_Collection entries:_

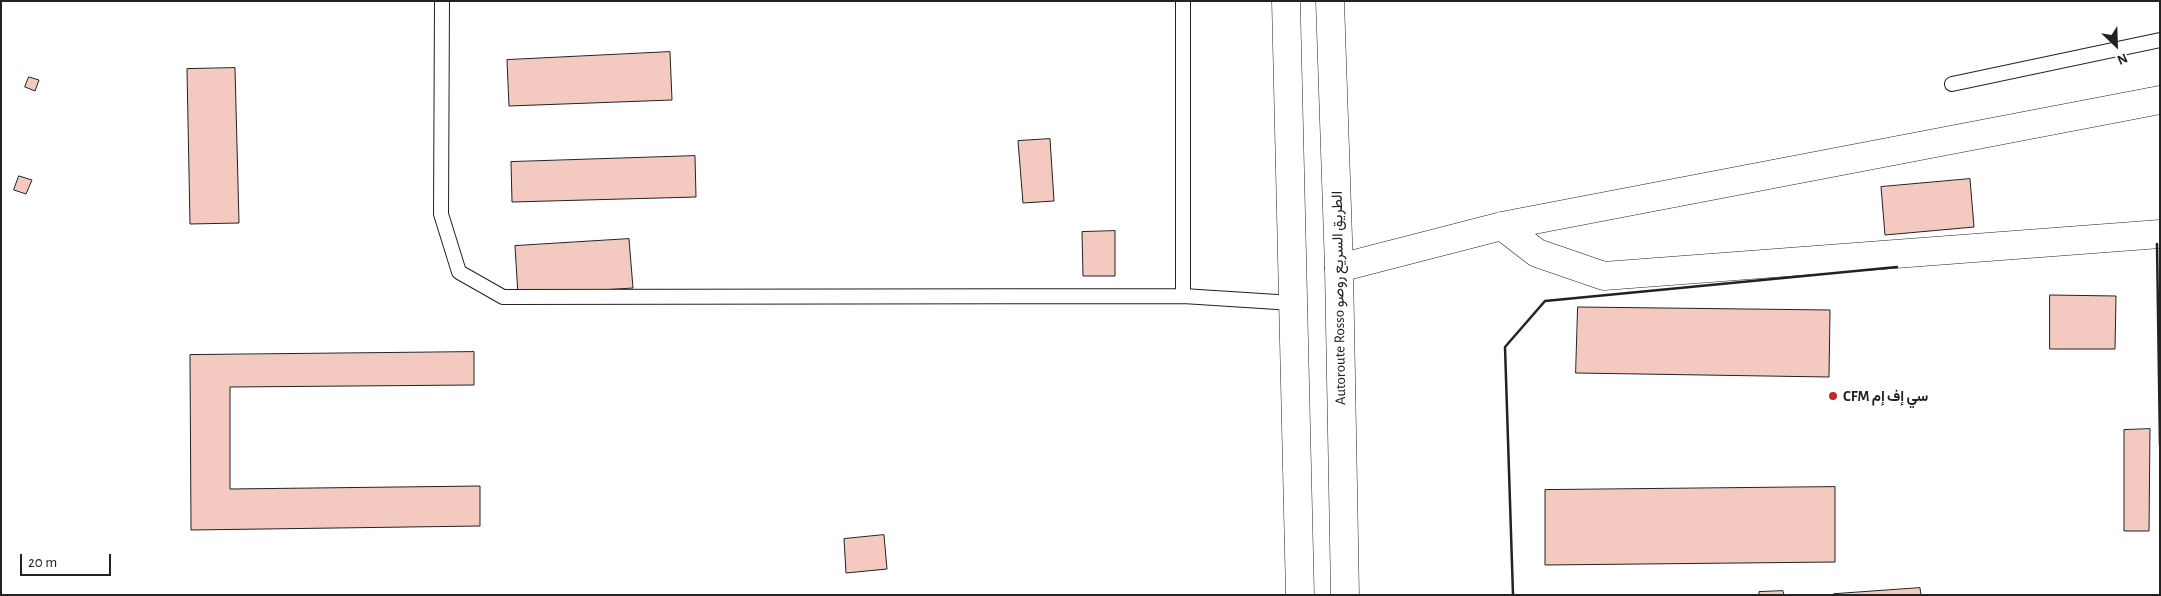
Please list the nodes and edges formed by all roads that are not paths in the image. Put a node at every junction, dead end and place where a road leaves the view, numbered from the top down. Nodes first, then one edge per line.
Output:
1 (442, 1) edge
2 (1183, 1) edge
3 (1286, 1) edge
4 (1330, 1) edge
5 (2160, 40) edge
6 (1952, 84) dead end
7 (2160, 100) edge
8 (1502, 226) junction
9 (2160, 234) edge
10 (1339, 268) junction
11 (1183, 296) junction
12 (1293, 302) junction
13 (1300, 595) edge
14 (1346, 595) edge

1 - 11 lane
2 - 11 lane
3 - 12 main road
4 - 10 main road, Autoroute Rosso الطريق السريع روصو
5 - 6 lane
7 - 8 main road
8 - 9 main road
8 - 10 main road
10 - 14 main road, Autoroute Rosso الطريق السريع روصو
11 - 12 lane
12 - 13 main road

_Your task:_
Would you return the entries verbatim, minus any images?

_Solution:_
Please list the nodes and edges formed by all roads that are not paths in the image. Put a node at every junction, dead end and place where a road leaves the view, numbered from the top down. Nodes first, then one edge per line.
Output:
1 (442, 1) edge
2 (1183, 1) edge
3 (1286, 1) edge
4 (1330, 1) edge
5 (2160, 40) edge
6 (1952, 84) dead end
7 (2160, 100) edge
8 (1502, 226) junction
9 (2160, 234) edge
10 (1339, 268) junction
11 (1183, 296) junction
12 (1293, 302) junction
13 (1300, 595) edge
14 (1346, 595) edge

1 - 11 lane
2 - 11 lane
3 - 12 main road
4 - 10 main road, Autoroute Rosso الطريق السريع روصو
5 - 6 lane
7 - 8 main road
8 - 9 main road
8 - 10 main road
10 - 14 main road, Autoroute Rosso الطريق السريع روصو
11 - 12 lane
12 - 13 main road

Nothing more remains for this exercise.